Background to the Invention

Many articles are made up of multiple layers and it is often a requirement that a cut is only made through one outer layer, with the inner layer or layers left undamaged.

In order to achieve this, either a physical barrier must be placed between the layer to be cut and the underlying layer or layers, or the cutting profile must only be allowed to travel through the layer to be cut, stopping before it reaches the underlying layer. The latter method is often referred to as kiss-cutting'. It will be understood that kiss-cutting requires very close control of the downward movement of the cutting profile such that it can be stopped at a predefined position. This option also relies on the thickness of the underlying layers being consistent from one article to the next. In addition, the characteristics of the materials being cut, and the underlying layer material can affect the cutting action.
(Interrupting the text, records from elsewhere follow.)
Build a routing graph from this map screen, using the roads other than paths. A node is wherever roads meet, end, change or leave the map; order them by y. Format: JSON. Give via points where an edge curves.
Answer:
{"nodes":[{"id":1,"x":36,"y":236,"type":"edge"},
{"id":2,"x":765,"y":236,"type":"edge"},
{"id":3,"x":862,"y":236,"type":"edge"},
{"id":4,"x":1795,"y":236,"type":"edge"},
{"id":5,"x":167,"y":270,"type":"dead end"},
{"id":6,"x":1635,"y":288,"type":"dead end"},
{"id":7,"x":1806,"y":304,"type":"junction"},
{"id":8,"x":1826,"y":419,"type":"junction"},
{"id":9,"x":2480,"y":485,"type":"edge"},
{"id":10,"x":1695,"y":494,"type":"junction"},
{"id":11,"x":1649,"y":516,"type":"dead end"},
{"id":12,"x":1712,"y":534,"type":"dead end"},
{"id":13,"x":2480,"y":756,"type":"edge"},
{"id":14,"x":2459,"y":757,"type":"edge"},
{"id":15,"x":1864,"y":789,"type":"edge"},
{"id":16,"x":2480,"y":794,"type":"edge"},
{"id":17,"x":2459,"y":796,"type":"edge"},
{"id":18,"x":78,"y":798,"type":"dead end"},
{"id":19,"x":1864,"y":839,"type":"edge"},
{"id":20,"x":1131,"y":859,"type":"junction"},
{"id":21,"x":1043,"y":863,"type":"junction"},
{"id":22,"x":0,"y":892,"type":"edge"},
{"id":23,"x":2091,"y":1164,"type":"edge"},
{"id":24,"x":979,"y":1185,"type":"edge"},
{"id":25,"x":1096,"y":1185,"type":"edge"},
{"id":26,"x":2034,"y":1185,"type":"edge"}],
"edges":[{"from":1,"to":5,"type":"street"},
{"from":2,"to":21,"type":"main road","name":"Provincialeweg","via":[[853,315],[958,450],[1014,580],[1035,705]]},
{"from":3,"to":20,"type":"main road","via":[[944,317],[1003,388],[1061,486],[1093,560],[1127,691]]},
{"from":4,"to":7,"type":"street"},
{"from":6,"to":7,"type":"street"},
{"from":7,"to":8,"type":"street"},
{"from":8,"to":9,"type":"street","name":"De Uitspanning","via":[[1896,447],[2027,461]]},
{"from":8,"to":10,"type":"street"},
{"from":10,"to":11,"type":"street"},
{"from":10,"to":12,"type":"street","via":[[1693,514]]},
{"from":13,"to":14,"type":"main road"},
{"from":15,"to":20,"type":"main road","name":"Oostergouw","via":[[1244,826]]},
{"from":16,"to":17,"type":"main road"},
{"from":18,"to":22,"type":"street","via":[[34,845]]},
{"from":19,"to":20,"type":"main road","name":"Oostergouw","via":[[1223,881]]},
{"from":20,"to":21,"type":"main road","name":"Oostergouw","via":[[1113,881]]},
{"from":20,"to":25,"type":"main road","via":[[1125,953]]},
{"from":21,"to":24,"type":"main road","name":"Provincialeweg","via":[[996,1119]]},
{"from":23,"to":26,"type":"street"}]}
While cutting to a given accuracy is important in many fields, it is a particular issue when preparing stoma appliances for fitting. In particular, accuracy is important with respect to prevention of damage to underlying layers to that being cut.

A stoma appliance is a medical prosthetic that provides a means for the collection of waste from a diverted biological system (Colon, ileum, urinary).

Stoma appliances are used to collect waste that is output from a stoma. The stoma appliance is attached to allow the stoma to drain into a sealed collection pouch, while also protecting the surrounding skin from contamination.

The term "appliance" is used as the stoma appliance is considered a prosthesis, a mechanical replacement for a biological function.

In the stoma appliance industry, a number of standard sized stoma appliances/ostomy bags are normally manufactured and the closest size for the patient is then selected. Although capacity/size is not critical and some variation from the ideal will not affect the user, the aperture in the flange that connects to the stoma will typically vary in size and shape from patient to patient. It is typically the responsibility of the healthcare professional or other operative to create or enlarge the aperture to suit the particular patient.

It is particularly important that the aperture in a flange of a stoma appliance has a shape and size which is the same as the shape and size of the profile of the stoma. If it is not, there can be leakage and resultant contamination around the stoma site. One way of cutting the flange of an appliance is by hand using scissors, or by automatic means, as detailed in UK patent number GB2420189, the contents of which are incorporated by reference in their entirety.

When creating the aperture, it will be appreciated that it is critical that the cut is only made into one side of the bag/pouch. Any damage or perforation to the opposing side of the bag/pouch will render it useless or extremely prone to leakage.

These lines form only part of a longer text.